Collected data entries
• • •
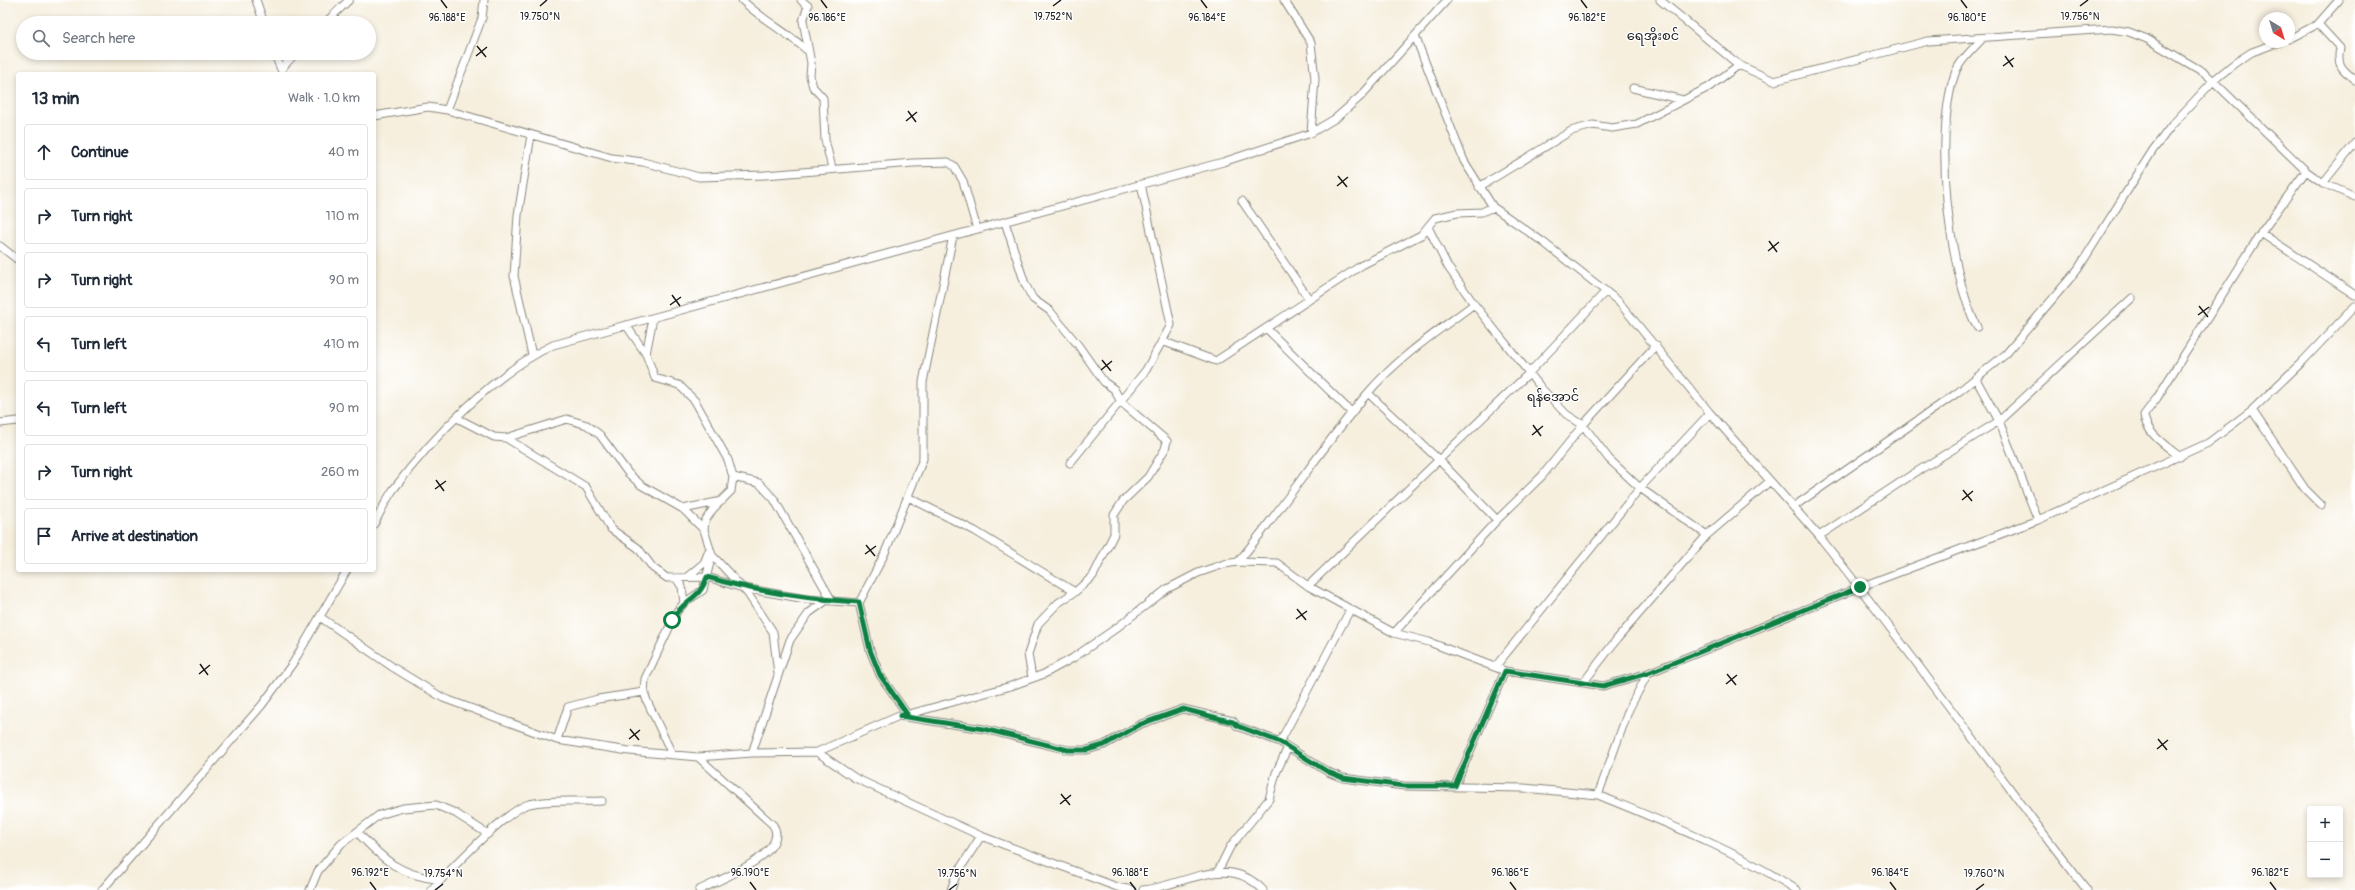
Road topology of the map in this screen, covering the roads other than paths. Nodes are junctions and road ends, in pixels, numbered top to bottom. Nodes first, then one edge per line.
1 (256, 0) edge
2 (349, 0) edge
3 (484, 0) edge
4 (742, 0) edge
5 (801, 0) edge
6 (1284, 0) edge
7 (1447, 0) edge
8 (1660, 0) edge
9 (2339, 0) edge
10 (262, 16) edge
11 (332, 16) edge
12 (2318, 24) junction
13 (1415, 36) junction
14 (2295, 36) edge
15 (1983, 38) junction
16 (2263, 48) edge
17 (808, 51) junction
18 (277, 60) edge
19 (291, 60) edge
20 (1739, 65) junction
21 (282, 72) edge
22 (2214, 80) junction
23 (2355, 80) edge
24 (1633, 88) dead end
25 (1683, 100) junction
26 (447, 110) junction
27 (376, 116) edge
28 (1311, 133) junction
29 (531, 135) junction
30 (2355, 143) edge
31 (832, 168) junction
32 (2306, 171) junction
33 (2323, 183) junction
34 (1141, 184) junction
35 (1479, 187) junction
36 (2355, 197) edge
37 (1242, 201) dead end
38 (1493, 207) junction
39 (1005, 222) junction
40 (1428, 227) junction
41 (977, 229) junction
42 (2261, 233) junction
43 (953, 236) junction
44 (0, 246) edge
45 (16, 258) edge
46 (1606, 291) junction
47 (2355, 295) edge
48 (2132, 298) dead end
49 (1310, 299) junction
50 (1474, 304) junction
51 (2355, 306) edge
52 (653, 318) junction
53 (626, 325) junction
54 (1977, 327) dead end
55 (1266, 328) junction
56 (1162, 342) junction
57 (1656, 345) junction
58 (646, 354) junction
59 (532, 355) junction
60 (1529, 373) junction
61 (1976, 379) junction
62 (1368, 393) junction
63 (1121, 402) junction
64 (2252, 410) junction
65 (1352, 413) junction
66 (1710, 413) junction
67 (457, 418) junction
68 (1999, 421) junction
69 (16, 422) edge
70 (0, 423) edge
71 (1583, 425) junction
72 (506, 438) junction
73 (2180, 457) junction
74 (1440, 461) junction
75 (1070, 463) dead end
76 (733, 477) junction
77 (1770, 481) junction
78 (1640, 488) junction
79 (908, 497) junction
80 (722, 500) junction
81 (2321, 505) dead end
82 (1793, 507) junction
83 (683, 509) junction
84 (1497, 520) junction
85 (2038, 520) junction
86 (376, 521) edge
87 (704, 530) junction
88 (1707, 536) junction
89 (1819, 536) junction
90 (709, 546) junction
91 (712, 555) junction
92 (1238, 562) junction
93 (346, 572) edge
94 (687, 577) junction
95 (707, 577) junction
96 (676, 578) junction
97 (1308, 586) junction
98 (1860, 587) junction
99 (743, 588) junction
100 (1075, 592) junction
101 (829, 601) junction
102 (859, 602) junction
103 (684, 603) junction
104 (1350, 610) junction
105 (320, 617) junction
106 (1394, 633) junction
107 (1495, 667) junction
108 (1505, 671) junction
109 (1648, 673) junction
110 (778, 674) junction
111 (1032, 678) junction
112 (1583, 683) junction
113 (644, 692) junction
114 (907, 714) junction
115 (900, 716) junction
116 (557, 740) junction
117 (1280, 742) junction
118 (1288, 747) junction
119 (817, 752) junction
120 (752, 753) junction
121 (672, 754) junction
122 (698, 757) junction
123 (1455, 786) junction
124 (1598, 795) junction
125 (602, 802) dead end
126 (357, 832) junction
127 (488, 834) junction
128 (981, 836) junction
129 (1218, 871) junction
130 (441, 880) junction
131 (102, 890) edge
132 (310, 890) edge
133 (431, 890) edge
134 (699, 890) edge
135 (951, 890) edge
136 (1132, 890) edge
137 (1143, 890) edge
138 (1263, 890) edge
139 (1797, 890) edge
140 (2087, 890) edge

1 - 10 street
2 - 11 street
3 - 26 street
4 - 17 street
5 - 17 street
6 - 28 street
7 - 13 street
8 - 20 street
9 - 12 street
12 - 14 street
12 - 23 street
13 - 28 street
13 - 35 street
15 - 20 street
15 - 22 street
15 - 54 street
16 - 22 street
17 - 31 street
18 - 21 street
19 - 21 street
20 - 25 street
22 - 32 street
22 - 61 street
24 - 25 street
25 - 35 street
26 - 27 street
26 - 29 street
28 - 34 street
29 - 31 street
29 - 59 street
30 - 33 street
31 - 41 street
32 - 33 street
32 - 42 street
33 - 36 street
34 - 39 street
34 - 56 street
35 - 38 street
37 - 49 street
38 - 40 street
38 - 46 street
39 - 41 street
39 - 63 street
40 - 49 street
40 - 50 street
41 - 43 street
42 - 47 street
42 - 73 street
43 - 52 street
43 - 79 street
44 - 45 street
46 - 57 street
46 - 60 street
48 - 68 street
49 - 55 street
50 - 60 street
50 - 62 street
51 - 64 street
52 - 53 street
52 - 58 street
53 - 58 street
53 - 59 street
55 - 56 street
55 - 65 street
56 - 63 street
57 - 66 street
57 - 71 street
58 - 76 street
59 - 67 street
60 - 71 street
60 - 74 street
61 - 68 street
61 - 82 street
62 - 65 street
62 - 74 street
63 - 75 street
63 - 100 street
64 - 73 street
64 - 81 street
65 - 92 street
66 - 77 street
66 - 78 street
67 - 72 street
67 - 86 street
68 - 85 street
68 - 89 street
69 - 70 street
71 - 78 street
71 - 84 street
72 - 83 street
72 - 96 street
73 - 85 street
74 - 84 street
74 - 97 street
76 - 80 street
76 - 101 street
77 - 82 street
77 - 88 street
78 - 88 street
78 - 107 street
79 - 100 street
79 - 102 street
80 - 83 street
80 - 87 street
82 - 89 street
83 - 87 street
84 - 106 street
85 - 98 street
87 - 90 street
88 - 112 street
89 - 98 street
90 - 91 street
90 - 94 street
91 - 95 street
91 - 99 street
92 - 97 street
92 - 111 street
93 - 105 street
94 - 95 street
94 - 96 street
95 - 99 street
95 - 103 street
96 - 103 street
97 - 104 street
98 - 109 street
98 - 140 street
99 - 101 street
99 - 110 street
100 - 111 street
101 - 102 street
101 - 110 street
102 - 114 street
103 - 113 street
104 - 106 street
104 - 117 street
105 - 116 street
105 - 131 street
106 - 107 street
107 - 108 street
108 - 112 street
108 - 123 street
109 - 112 street
109 - 124 street
110 - 120 street
111 - 114 street
113 - 116 street
113 - 121 street
114 - 115 street
115 - 117 street
115 - 119 street
116 - 121 street
117 - 118 street
118 - 123 street
118 - 129 street
119 - 120 street
119 - 128 street
120 - 122 street
121 - 122 street
122 - 134 street
123 - 124 street
124 - 139 street
125 - 127 street
126 - 127 street
126 - 130 street
126 - 132 street
127 - 130 street
128 - 135 street
128 - 136 street
129 - 137 street
129 - 138 street
130 - 133 street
• • •
== What is being asked ==
Your task is to retype all the entries exactly and leave out any pictures.

== Exercise output ==
Road topology of the map in this screen, covering the roads other than paths. Nodes are junctions and road ends, in pixels, numbered top to bottom. Nodes first, then one edge per line.
1 (256, 0) edge
2 (349, 0) edge
3 (484, 0) edge
4 (742, 0) edge
5 (801, 0) edge
6 (1284, 0) edge
7 (1447, 0) edge
8 (1660, 0) edge
9 (2339, 0) edge
10 (262, 16) edge
11 (332, 16) edge
12 (2318, 24) junction
13 (1415, 36) junction
14 (2295, 36) edge
15 (1983, 38) junction
16 (2263, 48) edge
17 (808, 51) junction
18 (277, 60) edge
19 (291, 60) edge
20 (1739, 65) junction
21 (282, 72) edge
22 (2214, 80) junction
23 (2355, 80) edge
24 (1633, 88) dead end
25 (1683, 100) junction
26 (447, 110) junction
27 (376, 116) edge
28 (1311, 133) junction
29 (531, 135) junction
30 (2355, 143) edge
31 (832, 168) junction
32 (2306, 171) junction
33 (2323, 183) junction
34 (1141, 184) junction
35 (1479, 187) junction
36 (2355, 197) edge
37 (1242, 201) dead end
38 (1493, 207) junction
39 (1005, 222) junction
40 (1428, 227) junction
41 (977, 229) junction
42 (2261, 233) junction
43 (953, 236) junction
44 (0, 246) edge
45 (16, 258) edge
46 (1606, 291) junction
47 (2355, 295) edge
48 (2132, 298) dead end
49 (1310, 299) junction
50 (1474, 304) junction
51 (2355, 306) edge
52 (653, 318) junction
53 (626, 325) junction
54 (1977, 327) dead end
55 (1266, 328) junction
56 (1162, 342) junction
57 (1656, 345) junction
58 (646, 354) junction
59 (532, 355) junction
60 (1529, 373) junction
61 (1976, 379) junction
62 (1368, 393) junction
63 (1121, 402) junction
64 (2252, 410) junction
65 (1352, 413) junction
66 (1710, 413) junction
67 (457, 418) junction
68 (1999, 421) junction
69 (16, 422) edge
70 (0, 423) edge
71 (1583, 425) junction
72 (506, 438) junction
73 (2180, 457) junction
74 (1440, 461) junction
75 (1070, 463) dead end
76 (733, 477) junction
77 (1770, 481) junction
78 (1640, 488) junction
79 (908, 497) junction
80 (722, 500) junction
81 (2321, 505) dead end
82 (1793, 507) junction
83 (683, 509) junction
84 (1497, 520) junction
85 (2038, 520) junction
86 (376, 521) edge
87 (704, 530) junction
88 (1707, 536) junction
89 (1819, 536) junction
90 (709, 546) junction
91 (712, 555) junction
92 (1238, 562) junction
93 (346, 572) edge
94 (687, 577) junction
95 (707, 577) junction
96 (676, 578) junction
97 (1308, 586) junction
98 (1860, 587) junction
99 (743, 588) junction
100 (1075, 592) junction
101 (829, 601) junction
102 (859, 602) junction
103 (684, 603) junction
104 (1350, 610) junction
105 (320, 617) junction
106 (1394, 633) junction
107 (1495, 667) junction
108 (1505, 671) junction
109 (1648, 673) junction
110 (778, 674) junction
111 (1032, 678) junction
112 (1583, 683) junction
113 (644, 692) junction
114 (907, 714) junction
115 (900, 716) junction
116 (557, 740) junction
117 (1280, 742) junction
118 (1288, 747) junction
119 (817, 752) junction
120 (752, 753) junction
121 (672, 754) junction
122 (698, 757) junction
123 (1455, 786) junction
124 (1598, 795) junction
125 (602, 802) dead end
126 (357, 832) junction
127 (488, 834) junction
128 (981, 836) junction
129 (1218, 871) junction
130 (441, 880) junction
131 (102, 890) edge
132 (310, 890) edge
133 (431, 890) edge
134 (699, 890) edge
135 (951, 890) edge
136 (1132, 890) edge
137 (1143, 890) edge
138 (1263, 890) edge
139 (1797, 890) edge
140 (2087, 890) edge

1 - 10 street
2 - 11 street
3 - 26 street
4 - 17 street
5 - 17 street
6 - 28 street
7 - 13 street
8 - 20 street
9 - 12 street
12 - 14 street
12 - 23 street
13 - 28 street
13 - 35 street
15 - 20 street
15 - 22 street
15 - 54 street
16 - 22 street
17 - 31 street
18 - 21 street
19 - 21 street
20 - 25 street
22 - 32 street
22 - 61 street
24 - 25 street
25 - 35 street
26 - 27 street
26 - 29 street
28 - 34 street
29 - 31 street
29 - 59 street
30 - 33 street
31 - 41 street
32 - 33 street
32 - 42 street
33 - 36 street
34 - 39 street
34 - 56 street
35 - 38 street
37 - 49 street
38 - 40 street
38 - 46 street
39 - 41 street
39 - 63 street
40 - 49 street
40 - 50 street
41 - 43 street
42 - 47 street
42 - 73 street
43 - 52 street
43 - 79 street
44 - 45 street
46 - 57 street
46 - 60 street
48 - 68 street
49 - 55 street
50 - 60 street
50 - 62 street
51 - 64 street
52 - 53 street
52 - 58 street
53 - 58 street
53 - 59 street
55 - 56 street
55 - 65 street
56 - 63 street
57 - 66 street
57 - 71 street
58 - 76 street
59 - 67 street
60 - 71 street
60 - 74 street
61 - 68 street
61 - 82 street
62 - 65 street
62 - 74 street
63 - 75 street
63 - 100 street
64 - 73 street
64 - 81 street
65 - 92 street
66 - 77 street
66 - 78 street
67 - 72 street
67 - 86 street
68 - 85 street
68 - 89 street
69 - 70 street
71 - 78 street
71 - 84 street
72 - 83 street
72 - 96 street
73 - 85 street
74 - 84 street
74 - 97 street
76 - 80 street
76 - 101 street
77 - 82 street
77 - 88 street
78 - 88 street
78 - 107 street
79 - 100 street
79 - 102 street
80 - 83 street
80 - 87 street
82 - 89 street
83 - 87 street
84 - 106 street
85 - 98 street
87 - 90 street
88 - 112 street
89 - 98 street
90 - 91 street
90 - 94 street
91 - 95 street
91 - 99 street
92 - 97 street
92 - 111 street
93 - 105 street
94 - 95 street
94 - 96 street
95 - 99 street
95 - 103 street
96 - 103 street
97 - 104 street
98 - 109 street
98 - 140 street
99 - 101 street
99 - 110 street
100 - 111 street
101 - 102 street
101 - 110 street
102 - 114 street
103 - 113 street
104 - 106 street
104 - 117 street
105 - 116 street
105 - 131 street
106 - 107 street
107 - 108 street
108 - 112 street
108 - 123 street
109 - 112 street
109 - 124 street
110 - 120 street
111 - 114 street
113 - 116 street
113 - 121 street
114 - 115 street
115 - 117 street
115 - 119 street
116 - 121 street
117 - 118 street
118 - 123 street
118 - 129 street
119 - 120 street
119 - 128 street
120 - 122 street
121 - 122 street
122 - 134 street
123 - 124 street
124 - 139 street
125 - 127 street
126 - 127 street
126 - 130 street
126 - 132 street
127 - 130 street
128 - 135 street
128 - 136 street
129 - 137 street
129 - 138 street
130 - 133 street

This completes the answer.